◆ Problem ◆
Would you give the number of lines below in which the string "edges" appears? Nothing else is needed.

═════ Data provided ═════

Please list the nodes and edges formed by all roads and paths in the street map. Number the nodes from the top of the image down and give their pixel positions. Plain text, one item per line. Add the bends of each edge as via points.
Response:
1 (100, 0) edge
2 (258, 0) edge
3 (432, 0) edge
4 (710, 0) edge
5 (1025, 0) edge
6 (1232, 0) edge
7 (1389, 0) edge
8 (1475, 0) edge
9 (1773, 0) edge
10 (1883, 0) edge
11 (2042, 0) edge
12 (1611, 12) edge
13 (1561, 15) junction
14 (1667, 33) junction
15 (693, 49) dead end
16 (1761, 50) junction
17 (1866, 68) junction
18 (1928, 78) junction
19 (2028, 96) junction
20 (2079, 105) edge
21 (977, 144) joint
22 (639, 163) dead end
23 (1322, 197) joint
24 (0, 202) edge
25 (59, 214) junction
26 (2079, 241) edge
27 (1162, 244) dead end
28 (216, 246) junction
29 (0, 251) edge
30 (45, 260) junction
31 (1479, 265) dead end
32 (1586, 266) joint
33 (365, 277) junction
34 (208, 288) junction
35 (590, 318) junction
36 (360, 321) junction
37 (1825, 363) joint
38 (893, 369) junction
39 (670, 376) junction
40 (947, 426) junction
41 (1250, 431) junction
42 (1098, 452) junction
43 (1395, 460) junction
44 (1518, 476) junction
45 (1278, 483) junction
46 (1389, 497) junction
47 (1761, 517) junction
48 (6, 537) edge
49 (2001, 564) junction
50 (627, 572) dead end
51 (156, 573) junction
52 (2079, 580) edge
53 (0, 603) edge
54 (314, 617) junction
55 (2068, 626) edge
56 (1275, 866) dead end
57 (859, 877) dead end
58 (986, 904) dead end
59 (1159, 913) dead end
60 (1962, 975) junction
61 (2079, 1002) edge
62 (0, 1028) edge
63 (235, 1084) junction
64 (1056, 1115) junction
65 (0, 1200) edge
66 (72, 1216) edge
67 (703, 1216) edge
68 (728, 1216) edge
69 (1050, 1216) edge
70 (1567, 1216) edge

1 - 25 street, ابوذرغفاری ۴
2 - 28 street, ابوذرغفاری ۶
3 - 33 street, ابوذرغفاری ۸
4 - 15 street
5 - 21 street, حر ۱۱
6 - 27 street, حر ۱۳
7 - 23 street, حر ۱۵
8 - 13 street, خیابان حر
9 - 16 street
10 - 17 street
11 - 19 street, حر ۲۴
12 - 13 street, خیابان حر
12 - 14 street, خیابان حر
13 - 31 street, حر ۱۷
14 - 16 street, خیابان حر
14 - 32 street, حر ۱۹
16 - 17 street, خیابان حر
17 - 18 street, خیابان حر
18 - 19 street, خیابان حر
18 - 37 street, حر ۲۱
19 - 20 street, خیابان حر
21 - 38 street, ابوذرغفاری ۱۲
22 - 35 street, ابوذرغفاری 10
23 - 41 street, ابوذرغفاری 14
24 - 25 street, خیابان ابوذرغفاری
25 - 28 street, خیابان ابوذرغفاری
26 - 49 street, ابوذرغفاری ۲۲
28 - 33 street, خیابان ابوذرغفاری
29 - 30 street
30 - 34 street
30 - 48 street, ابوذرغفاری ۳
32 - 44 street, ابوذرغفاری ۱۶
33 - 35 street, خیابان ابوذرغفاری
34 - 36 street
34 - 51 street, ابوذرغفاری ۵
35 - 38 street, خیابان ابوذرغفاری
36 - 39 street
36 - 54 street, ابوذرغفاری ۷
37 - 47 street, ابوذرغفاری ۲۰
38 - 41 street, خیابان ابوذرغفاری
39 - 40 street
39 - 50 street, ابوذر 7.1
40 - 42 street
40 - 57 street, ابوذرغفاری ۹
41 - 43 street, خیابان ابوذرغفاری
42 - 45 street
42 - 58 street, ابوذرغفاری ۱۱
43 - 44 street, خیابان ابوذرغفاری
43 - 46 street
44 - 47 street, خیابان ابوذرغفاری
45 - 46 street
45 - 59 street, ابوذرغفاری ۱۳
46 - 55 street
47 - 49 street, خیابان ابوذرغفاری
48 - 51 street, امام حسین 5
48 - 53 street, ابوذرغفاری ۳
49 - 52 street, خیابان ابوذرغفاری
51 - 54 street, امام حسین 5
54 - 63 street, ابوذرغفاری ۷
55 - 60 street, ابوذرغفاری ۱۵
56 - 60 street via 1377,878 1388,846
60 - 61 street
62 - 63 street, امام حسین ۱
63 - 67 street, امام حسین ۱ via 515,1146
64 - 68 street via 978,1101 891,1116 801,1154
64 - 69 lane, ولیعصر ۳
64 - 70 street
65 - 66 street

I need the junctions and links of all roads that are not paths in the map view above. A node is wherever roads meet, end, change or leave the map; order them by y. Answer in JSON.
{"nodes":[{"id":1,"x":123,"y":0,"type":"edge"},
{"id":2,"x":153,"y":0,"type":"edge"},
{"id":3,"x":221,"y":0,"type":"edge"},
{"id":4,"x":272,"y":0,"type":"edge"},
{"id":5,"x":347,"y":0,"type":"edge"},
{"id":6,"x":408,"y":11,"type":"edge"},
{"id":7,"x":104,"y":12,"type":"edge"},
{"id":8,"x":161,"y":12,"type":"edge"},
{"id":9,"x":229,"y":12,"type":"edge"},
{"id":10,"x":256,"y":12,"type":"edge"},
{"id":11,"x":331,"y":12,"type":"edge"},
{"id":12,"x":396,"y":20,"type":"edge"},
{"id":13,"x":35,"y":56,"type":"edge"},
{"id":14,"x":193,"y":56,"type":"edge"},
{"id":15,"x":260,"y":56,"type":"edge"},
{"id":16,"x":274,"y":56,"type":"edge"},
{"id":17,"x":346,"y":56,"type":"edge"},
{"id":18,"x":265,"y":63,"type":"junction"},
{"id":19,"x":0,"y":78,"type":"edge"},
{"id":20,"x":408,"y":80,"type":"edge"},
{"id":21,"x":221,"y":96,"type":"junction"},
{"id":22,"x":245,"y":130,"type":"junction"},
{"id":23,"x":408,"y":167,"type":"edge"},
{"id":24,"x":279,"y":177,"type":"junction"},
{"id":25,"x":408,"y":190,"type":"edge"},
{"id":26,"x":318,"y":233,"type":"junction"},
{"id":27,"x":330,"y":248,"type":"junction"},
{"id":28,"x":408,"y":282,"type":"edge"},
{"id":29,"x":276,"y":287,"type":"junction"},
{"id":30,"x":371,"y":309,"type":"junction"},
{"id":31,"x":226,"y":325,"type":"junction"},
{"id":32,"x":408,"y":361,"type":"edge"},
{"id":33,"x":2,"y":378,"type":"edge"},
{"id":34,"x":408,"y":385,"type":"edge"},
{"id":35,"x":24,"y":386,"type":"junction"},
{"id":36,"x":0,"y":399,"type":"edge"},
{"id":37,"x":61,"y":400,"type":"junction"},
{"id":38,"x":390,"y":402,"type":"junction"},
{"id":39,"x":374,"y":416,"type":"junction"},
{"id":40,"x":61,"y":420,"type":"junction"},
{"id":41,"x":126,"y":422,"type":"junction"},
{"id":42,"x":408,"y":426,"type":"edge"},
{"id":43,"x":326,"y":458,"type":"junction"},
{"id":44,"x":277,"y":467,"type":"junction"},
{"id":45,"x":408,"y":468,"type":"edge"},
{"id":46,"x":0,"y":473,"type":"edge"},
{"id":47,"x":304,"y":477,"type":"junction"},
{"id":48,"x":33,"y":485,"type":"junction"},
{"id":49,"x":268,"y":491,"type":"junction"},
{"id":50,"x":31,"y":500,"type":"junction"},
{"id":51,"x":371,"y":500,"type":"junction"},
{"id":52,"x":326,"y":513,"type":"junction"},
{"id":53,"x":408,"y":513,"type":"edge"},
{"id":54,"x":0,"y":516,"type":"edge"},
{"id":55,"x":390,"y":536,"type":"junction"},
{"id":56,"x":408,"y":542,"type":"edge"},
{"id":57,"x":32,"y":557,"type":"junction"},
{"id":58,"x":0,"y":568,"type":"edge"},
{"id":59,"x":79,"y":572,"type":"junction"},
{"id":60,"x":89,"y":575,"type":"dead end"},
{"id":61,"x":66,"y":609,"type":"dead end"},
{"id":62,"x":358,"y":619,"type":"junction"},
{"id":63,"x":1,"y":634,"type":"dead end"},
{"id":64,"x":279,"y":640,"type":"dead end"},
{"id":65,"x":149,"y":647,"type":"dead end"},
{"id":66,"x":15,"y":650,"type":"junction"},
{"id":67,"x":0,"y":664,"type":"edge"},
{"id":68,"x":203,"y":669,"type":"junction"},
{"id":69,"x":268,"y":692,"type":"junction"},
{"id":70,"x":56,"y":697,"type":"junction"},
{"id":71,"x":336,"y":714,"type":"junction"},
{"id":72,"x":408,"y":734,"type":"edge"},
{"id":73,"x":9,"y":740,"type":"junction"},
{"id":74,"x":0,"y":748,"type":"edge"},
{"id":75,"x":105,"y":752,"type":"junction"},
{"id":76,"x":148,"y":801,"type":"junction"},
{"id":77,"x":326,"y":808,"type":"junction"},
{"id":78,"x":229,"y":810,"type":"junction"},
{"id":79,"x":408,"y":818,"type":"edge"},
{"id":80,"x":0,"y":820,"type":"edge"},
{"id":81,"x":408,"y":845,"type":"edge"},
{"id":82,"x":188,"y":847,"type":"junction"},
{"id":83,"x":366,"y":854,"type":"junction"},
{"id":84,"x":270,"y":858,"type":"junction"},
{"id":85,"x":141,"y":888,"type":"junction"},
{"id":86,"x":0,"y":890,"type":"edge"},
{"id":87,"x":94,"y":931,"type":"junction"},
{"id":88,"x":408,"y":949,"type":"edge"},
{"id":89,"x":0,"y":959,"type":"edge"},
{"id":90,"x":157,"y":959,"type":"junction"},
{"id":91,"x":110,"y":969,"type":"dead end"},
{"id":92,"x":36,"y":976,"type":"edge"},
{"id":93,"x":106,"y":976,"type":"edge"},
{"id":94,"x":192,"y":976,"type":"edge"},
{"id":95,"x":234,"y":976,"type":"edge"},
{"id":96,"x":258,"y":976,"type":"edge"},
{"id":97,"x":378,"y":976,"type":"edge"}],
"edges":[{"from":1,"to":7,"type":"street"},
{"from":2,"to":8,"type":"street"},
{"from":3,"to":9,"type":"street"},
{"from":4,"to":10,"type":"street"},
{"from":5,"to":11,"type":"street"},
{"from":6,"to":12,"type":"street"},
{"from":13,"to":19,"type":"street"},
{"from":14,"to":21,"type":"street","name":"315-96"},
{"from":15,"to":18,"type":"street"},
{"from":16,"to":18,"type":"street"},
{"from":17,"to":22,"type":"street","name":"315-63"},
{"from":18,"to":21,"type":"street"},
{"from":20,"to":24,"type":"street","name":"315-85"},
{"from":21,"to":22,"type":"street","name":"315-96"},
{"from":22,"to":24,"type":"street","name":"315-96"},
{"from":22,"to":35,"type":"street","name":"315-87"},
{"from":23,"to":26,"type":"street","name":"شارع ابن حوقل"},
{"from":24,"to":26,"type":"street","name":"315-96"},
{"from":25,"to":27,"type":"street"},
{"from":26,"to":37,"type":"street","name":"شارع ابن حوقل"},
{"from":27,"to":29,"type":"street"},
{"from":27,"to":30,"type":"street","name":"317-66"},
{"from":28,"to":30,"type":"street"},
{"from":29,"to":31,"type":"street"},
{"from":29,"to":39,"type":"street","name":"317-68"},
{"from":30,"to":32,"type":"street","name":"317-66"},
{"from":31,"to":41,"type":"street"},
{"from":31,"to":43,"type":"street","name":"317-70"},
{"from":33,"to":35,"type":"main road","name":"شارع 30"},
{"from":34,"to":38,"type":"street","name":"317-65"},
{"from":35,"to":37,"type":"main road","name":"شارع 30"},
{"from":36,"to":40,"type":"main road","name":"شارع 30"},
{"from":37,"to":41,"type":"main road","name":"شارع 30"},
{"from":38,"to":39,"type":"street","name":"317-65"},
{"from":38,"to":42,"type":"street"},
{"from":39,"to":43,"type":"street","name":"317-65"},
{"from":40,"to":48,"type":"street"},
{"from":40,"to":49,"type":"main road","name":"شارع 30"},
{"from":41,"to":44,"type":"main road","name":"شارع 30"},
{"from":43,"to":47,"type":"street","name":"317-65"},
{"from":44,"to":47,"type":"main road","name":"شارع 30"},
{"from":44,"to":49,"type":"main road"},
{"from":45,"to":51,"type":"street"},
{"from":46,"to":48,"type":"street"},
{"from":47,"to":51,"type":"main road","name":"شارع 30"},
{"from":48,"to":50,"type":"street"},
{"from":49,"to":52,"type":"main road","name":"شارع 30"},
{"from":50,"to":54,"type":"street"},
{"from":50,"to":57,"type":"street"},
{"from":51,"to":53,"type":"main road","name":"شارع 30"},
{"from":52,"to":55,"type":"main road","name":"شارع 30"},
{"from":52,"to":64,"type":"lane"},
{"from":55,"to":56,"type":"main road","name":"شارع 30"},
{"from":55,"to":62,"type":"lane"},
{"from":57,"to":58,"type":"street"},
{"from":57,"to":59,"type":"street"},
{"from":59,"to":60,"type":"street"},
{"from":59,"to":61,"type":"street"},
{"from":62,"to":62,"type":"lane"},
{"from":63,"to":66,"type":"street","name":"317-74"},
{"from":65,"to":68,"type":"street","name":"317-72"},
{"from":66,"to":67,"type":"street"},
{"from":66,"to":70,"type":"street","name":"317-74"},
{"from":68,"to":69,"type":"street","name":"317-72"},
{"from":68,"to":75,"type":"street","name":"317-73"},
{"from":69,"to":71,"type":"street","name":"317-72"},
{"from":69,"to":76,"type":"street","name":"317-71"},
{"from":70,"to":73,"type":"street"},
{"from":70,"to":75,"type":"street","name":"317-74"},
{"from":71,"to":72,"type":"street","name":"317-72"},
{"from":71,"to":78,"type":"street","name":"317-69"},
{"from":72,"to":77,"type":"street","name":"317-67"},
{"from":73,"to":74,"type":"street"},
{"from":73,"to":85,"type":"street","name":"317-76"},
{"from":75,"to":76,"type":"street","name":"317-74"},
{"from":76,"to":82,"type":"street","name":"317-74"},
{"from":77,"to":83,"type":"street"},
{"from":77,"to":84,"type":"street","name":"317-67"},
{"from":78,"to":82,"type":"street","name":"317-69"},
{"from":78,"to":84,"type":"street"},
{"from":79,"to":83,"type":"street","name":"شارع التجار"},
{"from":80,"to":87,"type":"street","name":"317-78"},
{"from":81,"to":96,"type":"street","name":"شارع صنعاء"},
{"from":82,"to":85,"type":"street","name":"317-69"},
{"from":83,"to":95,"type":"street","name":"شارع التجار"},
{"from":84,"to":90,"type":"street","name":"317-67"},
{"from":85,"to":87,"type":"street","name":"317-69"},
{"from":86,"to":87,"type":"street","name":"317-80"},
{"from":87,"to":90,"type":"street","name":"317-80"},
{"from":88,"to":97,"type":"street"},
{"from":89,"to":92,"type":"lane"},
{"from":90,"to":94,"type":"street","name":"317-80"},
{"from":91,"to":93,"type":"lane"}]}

═════

◆ Written reply ◆
2